Os projetos de Syrie Maugham nem sempre eram brancos apesar da imagem projetada. Eram sim, decididamente urbanos. Nunca “pegaram” no tradicional campo inglês mas foram moda e sucesso absoluto nos Estados Unidos. Para a Duqueza de Argyll, em Londres, Syrie usou cetim azul claro em bancos, cadeiras e cortinas numa pequena sala aumentada ilusoriamente pelo espelho que revestia portas e pedaços de parede.
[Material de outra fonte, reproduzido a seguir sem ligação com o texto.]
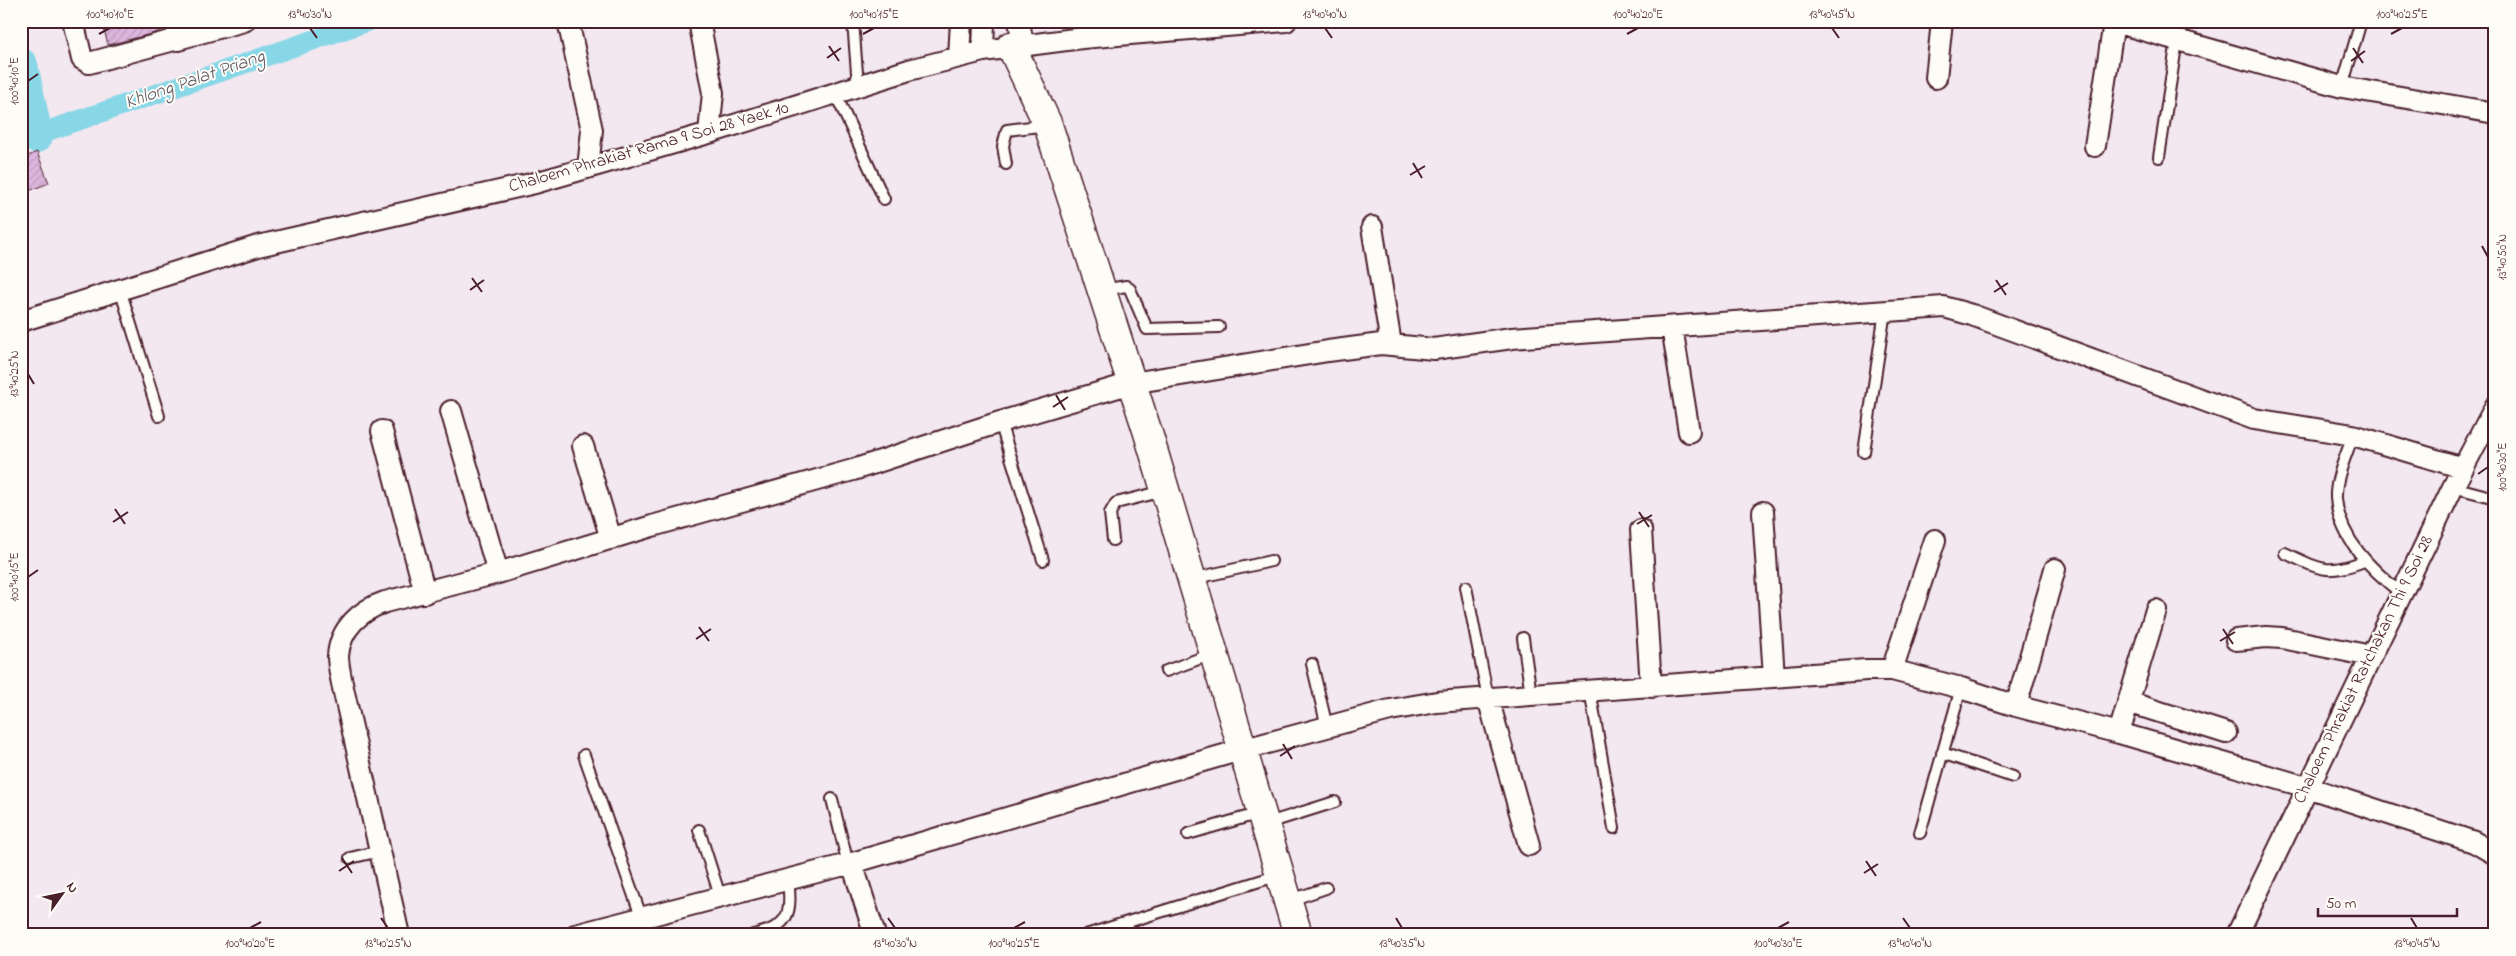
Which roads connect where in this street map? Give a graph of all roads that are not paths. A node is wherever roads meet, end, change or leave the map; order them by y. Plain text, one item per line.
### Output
1 (73, 21) edge
2 (244, 21) edge
3 (568, 21) edge
4 (699, 21) edge
5 (853, 21) edge
6 (961, 21) edge
7 (984, 21) edge
8 (1286, 21) edge
9 (1942, 21) edge
10 (2361, 21) edge
11 (2113, 22) edge
12 (1203, 25) edge
13 (1096, 29) edge
14 (177, 31) edge
15 (1018, 37) edge
16 (2177, 40) junction
17 (983, 51) junction
18 (959, 57) junction
19 (1936, 78) dead end
20 (858, 86) junction
21 (2342, 87) junction
22 (835, 93) junction
23 (2495, 113) edge
24 (1048, 125) junction
25 (710, 132) junction
26 (2095, 146) dead end
27 (2159, 157) dead end
28 (1006, 164) dead end
29 (588, 168) junction
30 (884, 200) dead end
31 (1372, 227) dead end
32 (120, 290) junction
33 (1102, 290) junction
34 (1885, 311) junction
35 (21, 321) edge
36 (1219, 327) dead end
37 (1672, 327) junction
38 (1391, 344) junction
39 (1132, 383) junction
40 (2495, 407) edge
41 (451, 411) dead end
42 (159, 416) dead end
43 (1000, 422) junction
44 (382, 431) dead end
45 (1689, 432) dead end
46 (2353, 435) junction
47 (583, 446) dead end
48 (1864, 452) dead end
49 (2463, 468) junction
50 (2454, 487) junction
51 (1165, 491) junction
52 (2495, 498) edge
53 (1763, 512) dead end
54 (1641, 530) dead end
55 (611, 539) junction
56 (1114, 540) dead end
57 (1935, 540) dead end
58 (2285, 553) dead end
59 (1043, 560) dead end
60 (1271, 561) dead end
61 (2364, 561) junction
62 (2055, 569) dead end
63 (498, 573) junction
64 (1191, 579) junction
65 (1466, 587) dead end
66 (425, 593) junction
67 (2402, 594) junction
68 (2156, 610) dead end
69 (1523, 638) dead end
70 (2236, 640) dead end
71 (1213, 654) junction
72 (2371, 656) junction
73 (1312, 664) dead end
74 (1892, 670) junction
75 (1166, 671) dead end
76 (1774, 676) junction
77 (1651, 687) junction
78 (1961, 688) junction
79 (1590, 690) junction
80 (1531, 695) junction
81 (1488, 698) junction
82 (2128, 702) junction
83 (2016, 706) junction
84 (1328, 727) junction
85 (2119, 733) junction
86 (2226, 733) dead end
87 (1241, 750) junction
88 (1942, 753) junction
89 (584, 755) dead end
90 (2013, 777) dead end
91 (2308, 787) junction
92 (832, 799) dead end
93 (1335, 802) dead end
94 (1262, 819) junction
95 (1614, 828) dead end
96 (699, 830) dead end
97 (1920, 833) dead end
98 (1188, 834) dead end
99 (1529, 845) dead end
100 (380, 851) junction
101 (2495, 854) edge
102 (350, 858) dead end
103 (850, 863) junction
104 (1280, 875) junction
105 (788, 879) junction
106 (1326, 888) dead end
107 (720, 896) junction
108 (1288, 901) junction
109 (642, 922) edge
110 (399, 935) edge
111 (575, 935) edge
112 (753, 935) edge
113 (875, 935) edge
114 (1086, 935) edge
115 (1298, 935) edge
116 (2237, 935) edge

1 - 14 street
2 - 14 street
3 - 29 street
4 - 25 street
5 - 20 lane
6 - 18 street
7 - 17 street
8 - 12 street, Chaloem Phrakiat Rama 9 Soi 28 Yaek 10
9 - 19 street
10 - 21 lane
11 - 16 street
11 - 26 street
12 - 13 street, Chaloem Phrakiat Rama 9 Soi 28 Yaek 10
13 - 15 street, Chaloem Phrakiat Rama 9 Soi 28 Yaek 10
15 - 17 street, Chaloem Phrakiat Rama 9 Soi 28 Yaek 10
15 - 24 street
16 - 21 street
16 - 27 lane
17 - 18 street, Chaloem Phrakiat Rama 9 Soi 28 Yaek 10
18 - 20 street, Chaloem Phrakiat Rama 9 Soi 28 Yaek 10
20 - 22 street, Chaloem Phrakiat Rama 9 Soi 28 Yaek 10
21 - 23 street
22 - 25 street, Chaloem Phrakiat Rama 9 Soi 28 Yaek 10
22 - 30 lane
24 - 28 lane
24 - 33 street
25 - 29 street, Chaloem Phrakiat Rama 9 Soi 28 Yaek 10
29 - 32 street, Chaloem Phrakiat Rama 9 Soi 28 Yaek 10
31 - 38 street
32 - 35 street, Chaloem Phrakiat Rama 9 Soi 28 Yaek 10
32 - 42 lane
33 - 36 lane
33 - 39 street
34 - 37 street
34 - 46 street
34 - 48 lane
37 - 38 street
37 - 45 street
38 - 39 street
39 - 43 street
39 - 51 street
40 - 49 street, Chaloem Phrakiat Ratchakan Thi 9 Soi 28
41 - 63 street
43 - 55 street
43 - 59 lane
44 - 66 street
46 - 49 street
46 - 61 lane
47 - 55 street
49 - 50 street, Chaloem Phrakiat Ratchakan Thi 9 Soi 28
50 - 52 lane
50 - 67 street, Chaloem Phrakiat Ratchakan Thi 9 Soi 28
51 - 56 lane
51 - 64 street
53 - 76 street
54 - 77 street
55 - 63 street
57 - 74 street
58 - 61 lane
60 - 64 lane
61 - 67 lane
62 - 83 street
63 - 66 street
64 - 71 street
65 - 81 lane
66 - 100 street
67 - 72 street, Chaloem Phrakiat Ratchakan Thi 9 Soi 28
68 - 82 street
69 - 80 lane
70 - 72 street
71 - 75 lane
71 - 87 street
72 - 91 street, Chaloem Phrakiat Ratchakan Thi 9 Soi 28
73 - 84 lane
74 - 76 street
74 - 78 street
76 - 77 street
77 - 79 street
78 - 83 street
78 - 88 lane
79 - 80 street
79 - 95 lane
80 - 81 street
81 - 84 street
81 - 99 street
82 - 85 street
82 - 86 street
83 - 85 street
84 - 87 street
85 - 91 street
87 - 94 street
87 - 103 street
88 - 90 lane
88 - 97 lane
89 - 109 lane
91 - 101 street
91 - 116 street, Chaloem Phrakiat Ratchakan Thi 9 Soi 28
92 - 103 lane
93 - 94 lane
94 - 98 lane
94 - 104 street
96 - 107 lane
100 - 102 lane
100 - 110 street
103 - 105 street
103 - 113 street
104 - 108 street
104 - 114 lane
105 - 107 street
105 - 112 lane
106 - 108 lane
107 - 109 street
108 - 115 street
109 - 111 street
Em uma de suas proprias casas de campo pintou as paredes de rosa, fez cortinas cor marfim e os móveis foram pintados de vermelho e verde maça.
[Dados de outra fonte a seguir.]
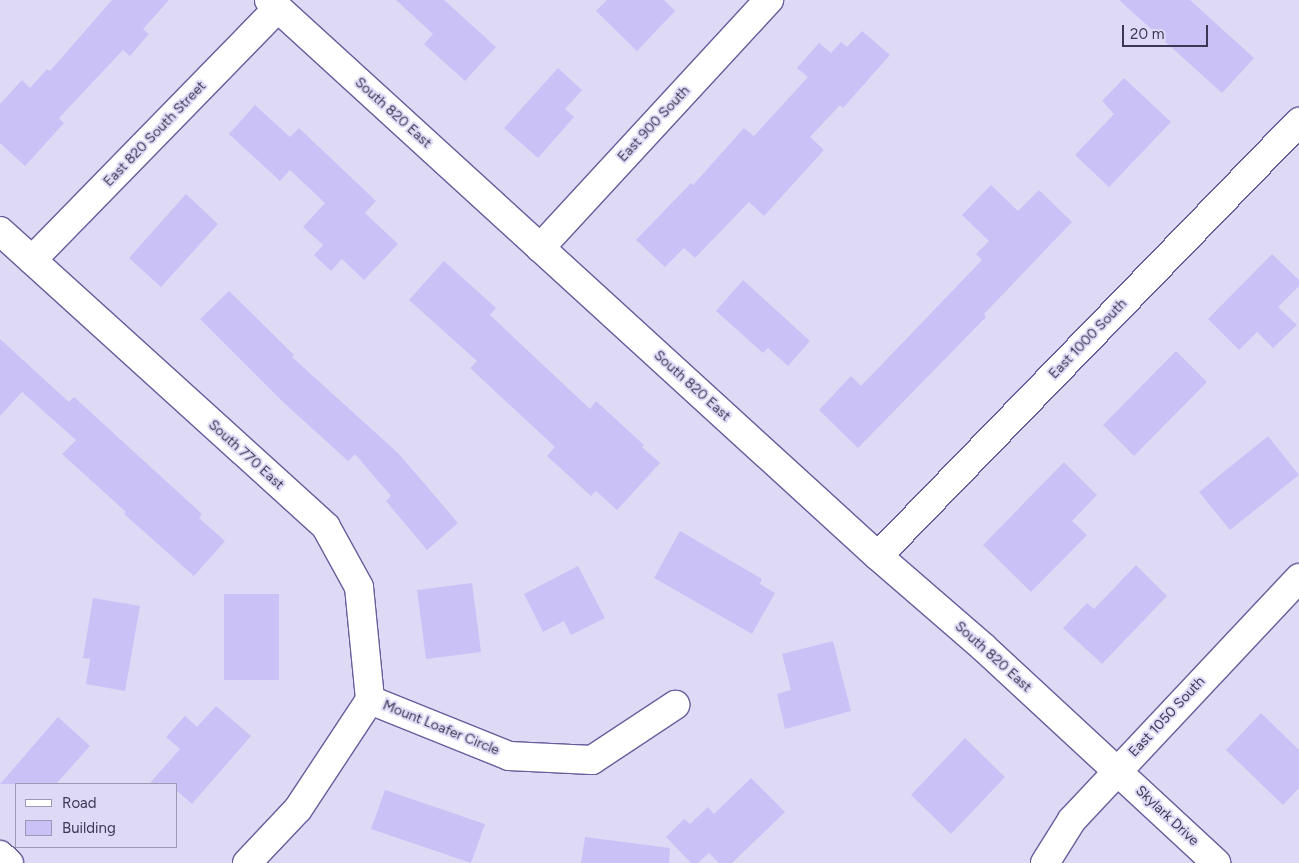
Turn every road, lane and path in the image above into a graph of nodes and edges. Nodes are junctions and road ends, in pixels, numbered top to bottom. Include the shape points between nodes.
1 (769, 0) edge
2 (273, 4) edge
3 (1299, 122) edge
4 (0, 231) edge
5 (540, 248) junction
6 (32, 260) junction
7 (878, 556) junction
8 (1299, 578) edge
9 (370, 700) junction
10 (675, 705) dead end
11 (1117, 770) junction
12 (0, 855) edge
13 (9, 863) edge
14 (247, 863) edge
15 (1045, 863) edge
16 (1216, 863) edge

1 - 5 street, East 900 South
2 - 5 street, South 820 East
2 - 6 street, East 820 South Street
3 - 7 street, East 1000 South
4 - 6 street, South 770 East
5 - 7 street, South 820 East
6 - 9 street, South 770 East via 326,527 358,587
7 - 11 street, South 820 East
8 - 11 street, East 1050 South
9 - 10 street, Mount Loafer Circle via 509,756 592,760
9 - 14 street via 298,809
11 - 15 street, East 1050 South via 1072,820
11 - 16 street, Skylark Drive
12 - 13 street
Foi sempre fiel aos biombos espelhados com detalhes em madeira folheada a prata, altos ou baixos, aos talheres com cabo de porcelana branca, `as molduras de gesso branco, `as luminaria de pé de gesso branco em forma de palmeira de Serge Roche, cadeiras de sala de jantar com assento de couro branco e tapetes brancos que podiam ser de lã ou pele. Muito marcante, seu trabalho teria influenciado decoradores como Elsie de Wolfe, Jean Michel Frank e Francis Elkins. Há quem diga o contrario, que teria sido Jean Michel Frank quem despertou antes sua atenção. O biombo que escondia o piano em seu famoso salão branco é muito parecido com o que Jean Michel Frank colocou ao redor do piano no salão de Marie-Laure de Noailles em Paris. De qualquer modo, eliminar detalhes, simplificar, modernizer a forma foi premissa de ambos. O branco de Syrie Maugham, no entanto, foi decididamente seu, feminino, movimentado e sensual.